Now, if the first church in the Naga society was established among the Aos, and an Assamese was the first to convert members of the Aos, who converted the first Assamese Christian? While sources mention an Assamese by the name Atmaram Sharma, who was born in Nagaon district of Assam and later went on to help the missionaries in Serampore near Calcutta by designing a script for printing the first Assamese Bible in 1813, there is no definitive proof of Sharma being converted. The first known Assamese convert was Nidhiram Farwell (also called Nidhi Levi Farwell), a youth employed in the missionaries’ printing press. He was baptised by Rev Miles Bronson in Jaipur, in the year 1841. Godhula himself was also the son of a Christian, and his father therefore must have converted early on. This was what Bronson had hoped for; that, as noted, the winning of souls of the Assamese would eventually lead the gospel to the Nagas.

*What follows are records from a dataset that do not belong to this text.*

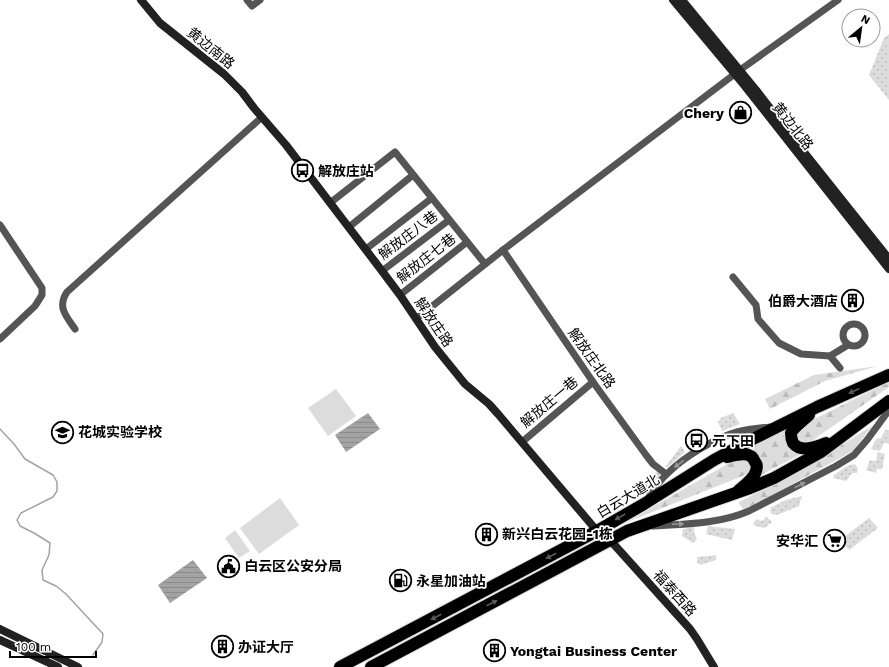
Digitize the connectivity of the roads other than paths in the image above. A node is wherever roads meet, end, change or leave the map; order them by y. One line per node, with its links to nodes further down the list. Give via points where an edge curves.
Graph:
1 (141, 0): 8 (street, 黄边南路, via 160,23 233,82)
2 (248, 0): 3 (street, via 252,6)
3 (260, 0)
4 (673, 0): 7 (street, 黄边北路)
5 (682, 0): 7 (street, 黄边北路)
6 (838, 0): 7 (street)
7 (738, 72): 17 (street); 18 (street, 黄边北路); 20 (street, 黄边北路)
8 (262, 117): 11 (street, 解放庄路); 25 (street, via 67,292 62,301 64,313)
9 (414, 175): 10 (street); 11 (street, via 395,152); 14 (street)
10 (432, 198): 12 (street); 16 (street)
11 (330, 203): 14 (street, 解放庄路)
12 (449, 220): 15 (street); 21 (street, 解放庄八巷)
13 (0, 225): 26 (street, via 42,288 42,295 35,306)
14 (349, 227): 16 (street, 解放庄路)
15 (467, 242): 19 (street); 23 (street, 解放庄七巷)
16 (366, 249): 21 (street, 解放庄路)
17 (503, 250): 19 (street); 31 (street, 解放庄北路)
18 (889, 258)
19 (485, 264): 24 (street)
20 (889, 269)
21 (382, 271): 23 (street, 解放庄路)
22 (733, 277): 28 (street, via 756,305 758,319 779,343 801,354)
23 (400, 295): 24 (street, 解放庄路)
24 (416, 319): 37 (street, 解放庄路, via 465,384 498,414)
25 (75, 329)
26 (0, 339)
27 (848, 344): 28 (street)
28 (830, 356): 29 (street)
29 (840, 368)
30 (889, 375): 33 (highway, 白云大道北, one-way to 33)
31 (593, 382): 37 (street, 解放庄一巷); 39 (street, 解放庄北路, via 650,460)
32 (889, 401): 36 (highway, 白云大道北)
33 (817, 407): 35 (highway, 白云大道北); 36 (highway, via 791,433 794,444 812,448)
34 (889, 410): 42 (street, one-way to 34, via 699,523 732,518 749,511 854,455)
35 (779, 426): 38 (highway, 白云大道北); 39 (street, one-way to 39, via 742,431 720,438 689,456)
36 (844, 434): 40 (highway, 白云大道北, via 821,452 790,469)
37 (522, 442): 43 (street, 解放庄路)
38 (714, 460): 40 (highway, via 748,454 755,460 757,467 754,476); 41 (highway, 白云大道北)
39 (666, 474): 41 (street)
40 (733, 494): 42 (highway, 白云大道北)
41 (644, 504): 43 (highway, 白云大道北, one-way to 43)
42 (639, 527): 44 (highway, 白云大道北)
43 (597, 531): 49 (highway, 白云大道北, one-way to 49)
44 (610, 540): 50 (highway, 白云大道北, one-way to 44); 51 (street, 福泰西路, via 690,629)
45 (0, 629): 48 (street)
46 (0, 640): 47 (street)
47 (58, 667)
48 (78, 667)
49 (340, 667)
50 (371, 667)
51 (714, 667)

Bronson might not have succeeded in converting the Nagas, but his early groundwork led to local officials encouraging Naga youths to go to the plains to get themselves educated in later years. Bronson’s mission cannot be deemed a failure. Rather, it paved the way for missionaries who were to come after him. The ‘harvesting of souls’ was slow, but in progress. Bronson’s missionary progress was stunted because of a lack of reinforcements, and a replacement immediately after his departure. In all of this, what emerges is that the early history of Christianity among the Nagas is closely wound up with capitalist interests that were enabled by colonialism. Had there been no tea exploration in their foothills, the Nagas may not have become Christians, or at least not as early as the nineteenth century. Nagas’ near-complete conversion to Christianity – and that too within the span of just a century –was accompanied by the cultural erasure of traditional practices, including headhunting, animal sacrifices, festivals, and rice-beer consumption, all of which were adjudged unbecoming of Christians by the foreign missionaries. As for the Konyak Naga, whom Reverend Bronson evangelised, a British travel writer and broadcaster recently reported, “Today, 99 percent of the Konyak are Baptists, and men who once sang lusty war songs sing ‘Praise the Lord!’ instead”.